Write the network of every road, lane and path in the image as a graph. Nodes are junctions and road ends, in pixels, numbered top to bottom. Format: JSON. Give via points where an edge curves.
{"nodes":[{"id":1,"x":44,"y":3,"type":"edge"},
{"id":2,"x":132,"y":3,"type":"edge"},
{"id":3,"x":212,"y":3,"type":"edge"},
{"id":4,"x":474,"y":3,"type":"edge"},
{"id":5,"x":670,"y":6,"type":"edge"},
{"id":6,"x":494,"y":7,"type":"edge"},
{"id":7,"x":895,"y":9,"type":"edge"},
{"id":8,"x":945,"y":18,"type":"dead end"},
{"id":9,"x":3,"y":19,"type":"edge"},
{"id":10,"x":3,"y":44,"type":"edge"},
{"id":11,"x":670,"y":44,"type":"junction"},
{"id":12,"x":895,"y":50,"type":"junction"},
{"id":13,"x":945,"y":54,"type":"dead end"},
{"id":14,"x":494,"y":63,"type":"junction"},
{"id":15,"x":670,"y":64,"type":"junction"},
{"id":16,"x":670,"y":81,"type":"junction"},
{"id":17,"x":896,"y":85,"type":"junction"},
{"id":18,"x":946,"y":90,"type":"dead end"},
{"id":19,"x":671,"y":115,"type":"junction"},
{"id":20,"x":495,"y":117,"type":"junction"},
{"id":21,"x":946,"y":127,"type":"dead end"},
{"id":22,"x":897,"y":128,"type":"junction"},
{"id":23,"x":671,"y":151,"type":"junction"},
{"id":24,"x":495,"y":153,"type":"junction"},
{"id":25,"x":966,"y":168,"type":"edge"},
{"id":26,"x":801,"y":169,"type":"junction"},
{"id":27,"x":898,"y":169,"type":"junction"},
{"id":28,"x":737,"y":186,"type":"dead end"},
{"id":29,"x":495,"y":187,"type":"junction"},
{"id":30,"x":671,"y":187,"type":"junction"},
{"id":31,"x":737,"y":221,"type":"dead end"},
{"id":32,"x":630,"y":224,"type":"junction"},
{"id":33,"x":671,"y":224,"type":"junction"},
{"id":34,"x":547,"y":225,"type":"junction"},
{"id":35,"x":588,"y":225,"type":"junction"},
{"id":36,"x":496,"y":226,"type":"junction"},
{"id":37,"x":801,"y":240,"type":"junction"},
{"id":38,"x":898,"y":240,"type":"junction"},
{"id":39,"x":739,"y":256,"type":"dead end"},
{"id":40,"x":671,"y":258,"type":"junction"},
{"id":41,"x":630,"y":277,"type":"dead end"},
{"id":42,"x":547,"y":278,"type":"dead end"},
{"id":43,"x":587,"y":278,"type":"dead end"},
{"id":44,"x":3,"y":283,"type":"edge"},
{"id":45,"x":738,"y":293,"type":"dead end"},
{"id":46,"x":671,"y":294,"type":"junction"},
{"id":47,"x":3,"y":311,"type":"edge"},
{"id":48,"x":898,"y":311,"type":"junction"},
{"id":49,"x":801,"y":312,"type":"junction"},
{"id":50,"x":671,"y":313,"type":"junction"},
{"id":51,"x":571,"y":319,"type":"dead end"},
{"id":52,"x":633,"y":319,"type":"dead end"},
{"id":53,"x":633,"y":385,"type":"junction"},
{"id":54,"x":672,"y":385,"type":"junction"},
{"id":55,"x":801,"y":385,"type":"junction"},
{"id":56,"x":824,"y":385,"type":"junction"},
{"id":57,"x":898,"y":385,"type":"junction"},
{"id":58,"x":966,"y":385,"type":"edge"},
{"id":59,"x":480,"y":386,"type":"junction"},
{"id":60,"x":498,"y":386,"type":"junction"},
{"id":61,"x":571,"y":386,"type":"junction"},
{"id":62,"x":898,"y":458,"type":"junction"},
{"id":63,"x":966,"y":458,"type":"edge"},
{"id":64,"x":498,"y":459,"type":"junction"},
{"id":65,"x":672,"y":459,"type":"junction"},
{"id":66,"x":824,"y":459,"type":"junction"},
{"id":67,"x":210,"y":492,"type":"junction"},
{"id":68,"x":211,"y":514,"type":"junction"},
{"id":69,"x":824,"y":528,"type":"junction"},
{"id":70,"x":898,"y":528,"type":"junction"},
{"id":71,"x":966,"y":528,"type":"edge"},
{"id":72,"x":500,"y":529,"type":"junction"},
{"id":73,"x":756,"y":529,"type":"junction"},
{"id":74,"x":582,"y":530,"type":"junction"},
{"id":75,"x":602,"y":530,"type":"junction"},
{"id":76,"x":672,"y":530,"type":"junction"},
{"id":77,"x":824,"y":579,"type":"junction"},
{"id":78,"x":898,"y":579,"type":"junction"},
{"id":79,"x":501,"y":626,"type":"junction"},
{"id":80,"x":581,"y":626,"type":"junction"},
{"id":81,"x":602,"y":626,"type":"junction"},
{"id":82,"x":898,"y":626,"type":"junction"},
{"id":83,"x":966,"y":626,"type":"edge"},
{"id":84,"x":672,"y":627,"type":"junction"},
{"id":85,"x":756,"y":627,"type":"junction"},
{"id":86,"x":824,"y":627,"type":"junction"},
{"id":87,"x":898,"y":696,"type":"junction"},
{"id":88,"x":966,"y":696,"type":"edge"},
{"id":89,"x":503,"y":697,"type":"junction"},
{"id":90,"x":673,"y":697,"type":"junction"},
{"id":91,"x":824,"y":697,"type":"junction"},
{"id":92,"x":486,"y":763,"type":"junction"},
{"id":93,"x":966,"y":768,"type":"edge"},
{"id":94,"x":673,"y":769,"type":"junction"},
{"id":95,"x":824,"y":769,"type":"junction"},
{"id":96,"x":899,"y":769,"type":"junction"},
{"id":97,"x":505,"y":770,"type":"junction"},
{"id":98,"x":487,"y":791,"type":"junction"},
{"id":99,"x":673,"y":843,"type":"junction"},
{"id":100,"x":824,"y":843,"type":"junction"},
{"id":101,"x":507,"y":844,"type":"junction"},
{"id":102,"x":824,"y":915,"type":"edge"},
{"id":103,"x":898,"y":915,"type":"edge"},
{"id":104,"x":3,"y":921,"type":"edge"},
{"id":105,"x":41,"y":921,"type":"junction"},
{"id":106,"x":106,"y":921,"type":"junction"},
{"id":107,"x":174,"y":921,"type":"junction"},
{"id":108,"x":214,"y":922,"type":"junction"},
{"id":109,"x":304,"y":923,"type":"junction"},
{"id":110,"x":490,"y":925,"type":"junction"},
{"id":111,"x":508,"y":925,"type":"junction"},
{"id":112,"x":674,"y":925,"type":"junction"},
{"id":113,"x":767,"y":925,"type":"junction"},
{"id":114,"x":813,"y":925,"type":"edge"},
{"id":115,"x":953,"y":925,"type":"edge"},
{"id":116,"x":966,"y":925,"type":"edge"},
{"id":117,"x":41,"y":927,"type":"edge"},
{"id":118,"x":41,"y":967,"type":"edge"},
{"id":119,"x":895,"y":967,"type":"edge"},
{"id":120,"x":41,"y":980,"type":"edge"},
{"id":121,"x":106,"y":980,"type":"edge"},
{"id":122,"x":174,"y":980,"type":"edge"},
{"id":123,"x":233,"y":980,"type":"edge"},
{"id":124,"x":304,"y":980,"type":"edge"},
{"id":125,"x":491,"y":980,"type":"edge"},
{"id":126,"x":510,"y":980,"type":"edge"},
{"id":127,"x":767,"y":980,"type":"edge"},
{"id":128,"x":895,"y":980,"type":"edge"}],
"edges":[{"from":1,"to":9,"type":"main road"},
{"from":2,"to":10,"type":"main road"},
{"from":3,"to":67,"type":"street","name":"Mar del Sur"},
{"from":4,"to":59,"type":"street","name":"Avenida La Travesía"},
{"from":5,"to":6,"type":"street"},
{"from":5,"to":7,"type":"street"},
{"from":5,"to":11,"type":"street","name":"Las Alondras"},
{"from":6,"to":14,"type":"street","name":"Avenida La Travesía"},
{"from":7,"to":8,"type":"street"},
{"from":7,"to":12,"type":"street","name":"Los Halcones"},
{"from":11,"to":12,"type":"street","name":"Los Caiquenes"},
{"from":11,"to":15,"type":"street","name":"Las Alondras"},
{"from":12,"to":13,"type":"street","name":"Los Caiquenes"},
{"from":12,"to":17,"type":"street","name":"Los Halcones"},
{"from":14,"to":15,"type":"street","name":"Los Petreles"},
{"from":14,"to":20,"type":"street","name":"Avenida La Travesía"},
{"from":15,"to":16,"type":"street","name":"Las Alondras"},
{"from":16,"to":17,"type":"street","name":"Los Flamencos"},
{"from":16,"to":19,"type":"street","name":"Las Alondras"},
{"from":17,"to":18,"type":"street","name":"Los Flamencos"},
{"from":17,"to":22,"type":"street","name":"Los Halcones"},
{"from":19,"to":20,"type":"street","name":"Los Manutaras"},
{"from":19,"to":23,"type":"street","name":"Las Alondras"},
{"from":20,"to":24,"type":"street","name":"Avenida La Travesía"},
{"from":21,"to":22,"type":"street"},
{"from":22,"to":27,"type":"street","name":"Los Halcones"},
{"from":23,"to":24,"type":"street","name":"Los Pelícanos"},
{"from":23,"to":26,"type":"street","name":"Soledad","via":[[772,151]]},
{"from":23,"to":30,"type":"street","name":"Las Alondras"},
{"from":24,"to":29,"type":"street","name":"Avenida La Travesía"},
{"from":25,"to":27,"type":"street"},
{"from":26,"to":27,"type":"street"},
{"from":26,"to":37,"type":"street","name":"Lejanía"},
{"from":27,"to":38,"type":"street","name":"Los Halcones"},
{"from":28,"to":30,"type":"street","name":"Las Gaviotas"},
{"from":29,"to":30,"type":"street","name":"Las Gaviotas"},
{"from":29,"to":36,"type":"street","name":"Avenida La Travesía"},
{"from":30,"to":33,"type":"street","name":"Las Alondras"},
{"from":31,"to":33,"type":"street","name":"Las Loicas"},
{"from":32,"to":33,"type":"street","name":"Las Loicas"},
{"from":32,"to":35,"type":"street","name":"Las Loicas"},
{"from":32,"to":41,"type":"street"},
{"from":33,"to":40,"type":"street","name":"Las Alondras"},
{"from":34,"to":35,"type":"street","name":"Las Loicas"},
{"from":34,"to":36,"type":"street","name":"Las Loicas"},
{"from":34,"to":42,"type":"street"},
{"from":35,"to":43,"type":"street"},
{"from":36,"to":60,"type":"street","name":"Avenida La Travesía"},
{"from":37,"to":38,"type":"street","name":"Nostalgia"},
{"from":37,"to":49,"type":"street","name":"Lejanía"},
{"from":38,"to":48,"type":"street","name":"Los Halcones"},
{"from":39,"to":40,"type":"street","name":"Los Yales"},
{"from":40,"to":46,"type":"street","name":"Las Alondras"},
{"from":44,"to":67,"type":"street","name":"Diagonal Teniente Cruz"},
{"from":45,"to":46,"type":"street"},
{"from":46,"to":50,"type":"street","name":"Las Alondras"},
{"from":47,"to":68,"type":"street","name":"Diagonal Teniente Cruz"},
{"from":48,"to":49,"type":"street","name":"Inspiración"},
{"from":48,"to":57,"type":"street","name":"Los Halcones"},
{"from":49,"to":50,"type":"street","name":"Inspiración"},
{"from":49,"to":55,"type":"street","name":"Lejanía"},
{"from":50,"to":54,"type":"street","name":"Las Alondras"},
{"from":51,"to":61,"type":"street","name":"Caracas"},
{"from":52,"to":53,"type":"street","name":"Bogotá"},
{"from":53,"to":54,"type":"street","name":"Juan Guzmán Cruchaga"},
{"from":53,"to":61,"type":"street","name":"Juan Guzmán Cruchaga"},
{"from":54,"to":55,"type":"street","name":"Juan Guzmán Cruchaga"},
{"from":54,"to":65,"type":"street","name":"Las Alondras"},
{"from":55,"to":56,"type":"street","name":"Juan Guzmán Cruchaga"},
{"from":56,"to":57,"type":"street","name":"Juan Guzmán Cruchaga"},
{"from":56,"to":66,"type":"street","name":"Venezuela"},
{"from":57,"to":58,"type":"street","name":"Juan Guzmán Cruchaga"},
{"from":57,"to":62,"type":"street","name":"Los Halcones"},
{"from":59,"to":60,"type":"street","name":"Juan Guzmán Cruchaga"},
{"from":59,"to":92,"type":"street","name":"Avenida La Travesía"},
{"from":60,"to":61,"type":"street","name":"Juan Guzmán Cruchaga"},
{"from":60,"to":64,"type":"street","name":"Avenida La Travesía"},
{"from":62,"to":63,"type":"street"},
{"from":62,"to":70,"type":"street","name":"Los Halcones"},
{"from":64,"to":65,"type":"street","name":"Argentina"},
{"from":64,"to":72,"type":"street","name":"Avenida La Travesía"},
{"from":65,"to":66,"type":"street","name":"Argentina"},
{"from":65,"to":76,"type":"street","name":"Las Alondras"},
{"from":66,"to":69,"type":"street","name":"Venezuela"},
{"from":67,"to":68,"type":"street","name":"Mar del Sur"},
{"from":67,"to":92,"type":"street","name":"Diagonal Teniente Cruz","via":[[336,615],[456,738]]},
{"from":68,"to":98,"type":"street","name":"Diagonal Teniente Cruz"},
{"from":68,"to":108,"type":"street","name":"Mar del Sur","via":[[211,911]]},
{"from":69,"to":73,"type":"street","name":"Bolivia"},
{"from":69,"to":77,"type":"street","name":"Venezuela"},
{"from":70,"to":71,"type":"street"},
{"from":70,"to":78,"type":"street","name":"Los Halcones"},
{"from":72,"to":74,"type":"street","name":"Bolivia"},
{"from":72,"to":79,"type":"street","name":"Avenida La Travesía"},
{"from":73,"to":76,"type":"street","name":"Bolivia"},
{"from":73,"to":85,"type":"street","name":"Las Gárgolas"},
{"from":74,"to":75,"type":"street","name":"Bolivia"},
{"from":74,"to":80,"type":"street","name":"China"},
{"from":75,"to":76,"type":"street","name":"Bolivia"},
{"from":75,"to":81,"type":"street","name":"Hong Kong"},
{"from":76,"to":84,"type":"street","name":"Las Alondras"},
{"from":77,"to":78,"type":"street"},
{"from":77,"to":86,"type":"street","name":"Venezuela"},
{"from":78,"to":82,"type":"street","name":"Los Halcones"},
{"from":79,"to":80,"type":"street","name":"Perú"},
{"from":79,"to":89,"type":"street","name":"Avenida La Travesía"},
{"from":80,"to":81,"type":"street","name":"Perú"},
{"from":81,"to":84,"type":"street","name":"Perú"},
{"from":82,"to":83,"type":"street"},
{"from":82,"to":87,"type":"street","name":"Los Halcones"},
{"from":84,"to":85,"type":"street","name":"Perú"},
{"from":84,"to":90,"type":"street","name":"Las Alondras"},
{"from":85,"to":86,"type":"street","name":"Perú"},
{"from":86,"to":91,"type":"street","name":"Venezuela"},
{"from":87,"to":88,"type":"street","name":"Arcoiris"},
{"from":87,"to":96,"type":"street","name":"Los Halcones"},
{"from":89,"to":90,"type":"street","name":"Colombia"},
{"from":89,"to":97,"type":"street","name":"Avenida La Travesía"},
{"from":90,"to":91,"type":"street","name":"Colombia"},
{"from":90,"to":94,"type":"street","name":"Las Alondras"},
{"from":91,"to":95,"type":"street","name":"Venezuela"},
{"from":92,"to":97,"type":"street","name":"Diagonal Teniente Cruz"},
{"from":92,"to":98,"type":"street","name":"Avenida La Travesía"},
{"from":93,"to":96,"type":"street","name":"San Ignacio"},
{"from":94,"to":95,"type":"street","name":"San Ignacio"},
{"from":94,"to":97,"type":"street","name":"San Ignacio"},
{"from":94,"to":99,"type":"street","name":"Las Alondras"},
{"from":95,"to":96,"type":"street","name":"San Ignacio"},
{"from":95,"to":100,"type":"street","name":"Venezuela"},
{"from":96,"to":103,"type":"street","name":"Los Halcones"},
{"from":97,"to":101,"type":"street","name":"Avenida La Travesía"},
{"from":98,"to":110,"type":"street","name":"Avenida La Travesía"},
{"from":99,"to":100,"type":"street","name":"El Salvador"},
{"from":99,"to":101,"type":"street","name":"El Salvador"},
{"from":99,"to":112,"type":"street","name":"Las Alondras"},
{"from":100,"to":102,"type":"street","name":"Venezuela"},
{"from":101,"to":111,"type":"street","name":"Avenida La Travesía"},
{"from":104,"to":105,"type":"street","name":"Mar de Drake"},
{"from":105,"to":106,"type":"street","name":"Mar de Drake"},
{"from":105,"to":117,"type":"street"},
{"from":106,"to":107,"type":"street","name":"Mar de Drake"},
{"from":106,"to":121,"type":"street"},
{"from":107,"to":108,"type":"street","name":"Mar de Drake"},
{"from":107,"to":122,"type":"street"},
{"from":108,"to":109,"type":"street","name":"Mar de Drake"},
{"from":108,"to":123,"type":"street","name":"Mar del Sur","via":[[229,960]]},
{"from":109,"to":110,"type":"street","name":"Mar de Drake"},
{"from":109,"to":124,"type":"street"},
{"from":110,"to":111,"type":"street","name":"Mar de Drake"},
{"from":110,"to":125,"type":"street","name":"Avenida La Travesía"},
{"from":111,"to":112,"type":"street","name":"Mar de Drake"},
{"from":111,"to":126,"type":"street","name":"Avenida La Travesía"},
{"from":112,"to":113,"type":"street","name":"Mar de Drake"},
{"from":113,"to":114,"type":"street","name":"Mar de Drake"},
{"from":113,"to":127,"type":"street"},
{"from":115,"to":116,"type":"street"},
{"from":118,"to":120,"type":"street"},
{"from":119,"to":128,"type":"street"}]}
==
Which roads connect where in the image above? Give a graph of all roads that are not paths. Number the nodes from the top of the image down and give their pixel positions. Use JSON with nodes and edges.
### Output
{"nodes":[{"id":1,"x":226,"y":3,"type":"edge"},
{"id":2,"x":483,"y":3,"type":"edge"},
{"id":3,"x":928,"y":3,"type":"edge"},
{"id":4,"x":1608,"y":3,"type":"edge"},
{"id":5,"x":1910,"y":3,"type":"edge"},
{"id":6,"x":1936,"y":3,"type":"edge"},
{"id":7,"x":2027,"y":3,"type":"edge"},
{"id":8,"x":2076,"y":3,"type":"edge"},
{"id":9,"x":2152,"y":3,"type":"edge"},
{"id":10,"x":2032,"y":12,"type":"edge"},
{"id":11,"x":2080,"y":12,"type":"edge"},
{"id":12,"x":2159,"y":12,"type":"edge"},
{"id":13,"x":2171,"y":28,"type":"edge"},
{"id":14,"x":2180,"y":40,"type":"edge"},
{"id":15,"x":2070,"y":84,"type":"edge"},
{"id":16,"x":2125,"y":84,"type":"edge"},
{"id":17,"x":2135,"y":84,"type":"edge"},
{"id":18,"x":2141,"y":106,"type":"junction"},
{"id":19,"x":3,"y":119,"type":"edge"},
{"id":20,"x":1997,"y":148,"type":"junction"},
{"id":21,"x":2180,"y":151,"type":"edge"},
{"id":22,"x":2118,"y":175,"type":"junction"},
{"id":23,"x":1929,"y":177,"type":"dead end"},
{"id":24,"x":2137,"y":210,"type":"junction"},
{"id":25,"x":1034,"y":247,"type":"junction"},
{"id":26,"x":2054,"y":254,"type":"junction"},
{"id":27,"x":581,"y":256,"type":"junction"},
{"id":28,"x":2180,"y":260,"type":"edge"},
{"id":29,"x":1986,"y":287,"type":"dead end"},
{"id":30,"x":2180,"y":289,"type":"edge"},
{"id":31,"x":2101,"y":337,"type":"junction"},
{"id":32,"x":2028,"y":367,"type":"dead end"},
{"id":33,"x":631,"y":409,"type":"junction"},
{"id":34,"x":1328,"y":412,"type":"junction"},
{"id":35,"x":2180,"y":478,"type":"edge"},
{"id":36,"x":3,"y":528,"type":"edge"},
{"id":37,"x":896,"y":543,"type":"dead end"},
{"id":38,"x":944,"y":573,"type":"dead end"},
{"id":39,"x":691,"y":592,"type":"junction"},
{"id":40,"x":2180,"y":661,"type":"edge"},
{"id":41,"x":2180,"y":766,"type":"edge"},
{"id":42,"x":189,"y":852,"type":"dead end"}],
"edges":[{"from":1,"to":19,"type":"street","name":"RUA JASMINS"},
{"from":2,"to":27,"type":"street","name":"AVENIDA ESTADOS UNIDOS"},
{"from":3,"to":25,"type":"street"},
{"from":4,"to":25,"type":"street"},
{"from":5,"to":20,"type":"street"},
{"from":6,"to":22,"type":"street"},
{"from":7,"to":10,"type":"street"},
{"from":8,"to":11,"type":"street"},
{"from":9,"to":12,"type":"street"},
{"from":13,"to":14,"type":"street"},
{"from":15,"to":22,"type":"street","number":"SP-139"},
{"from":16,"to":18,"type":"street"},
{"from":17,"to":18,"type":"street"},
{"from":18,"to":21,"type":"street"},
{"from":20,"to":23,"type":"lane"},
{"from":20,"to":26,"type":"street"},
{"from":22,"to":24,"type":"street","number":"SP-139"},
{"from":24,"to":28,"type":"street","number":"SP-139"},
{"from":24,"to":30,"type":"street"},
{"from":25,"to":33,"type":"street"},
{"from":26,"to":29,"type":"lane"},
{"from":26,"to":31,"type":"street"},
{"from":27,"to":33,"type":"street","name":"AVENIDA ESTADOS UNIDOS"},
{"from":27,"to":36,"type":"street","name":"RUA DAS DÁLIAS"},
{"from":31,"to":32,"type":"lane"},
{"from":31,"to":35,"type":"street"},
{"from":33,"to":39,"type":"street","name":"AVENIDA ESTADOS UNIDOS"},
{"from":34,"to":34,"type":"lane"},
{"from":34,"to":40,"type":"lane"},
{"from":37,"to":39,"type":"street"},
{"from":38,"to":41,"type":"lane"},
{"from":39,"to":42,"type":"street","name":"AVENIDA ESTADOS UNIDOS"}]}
==
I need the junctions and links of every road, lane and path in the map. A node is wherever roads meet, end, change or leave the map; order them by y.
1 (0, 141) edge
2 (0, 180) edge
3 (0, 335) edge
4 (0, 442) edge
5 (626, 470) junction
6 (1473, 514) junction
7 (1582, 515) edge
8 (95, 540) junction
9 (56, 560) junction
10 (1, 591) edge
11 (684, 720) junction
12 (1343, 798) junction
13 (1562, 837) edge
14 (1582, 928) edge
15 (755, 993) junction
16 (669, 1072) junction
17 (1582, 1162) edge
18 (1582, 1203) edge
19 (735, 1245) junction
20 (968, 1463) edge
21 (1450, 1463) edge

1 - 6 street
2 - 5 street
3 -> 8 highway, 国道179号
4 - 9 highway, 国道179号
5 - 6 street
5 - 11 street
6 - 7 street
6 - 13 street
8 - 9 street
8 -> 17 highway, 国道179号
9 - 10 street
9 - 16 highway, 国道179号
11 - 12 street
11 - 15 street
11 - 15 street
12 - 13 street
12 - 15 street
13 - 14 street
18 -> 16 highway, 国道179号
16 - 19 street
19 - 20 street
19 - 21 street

- **About this task**: Wherever a line of the entries holds the string "Lejanía", copy that line.

- **Exercise response**:
{"from":26,"to":37,"type":"street","name":"Lejanía"},
{"from":37,"to":49,"type":"street","name":"Lejanía"},
{"from":49,"to":55,"type":"street","name":"Lejanía"},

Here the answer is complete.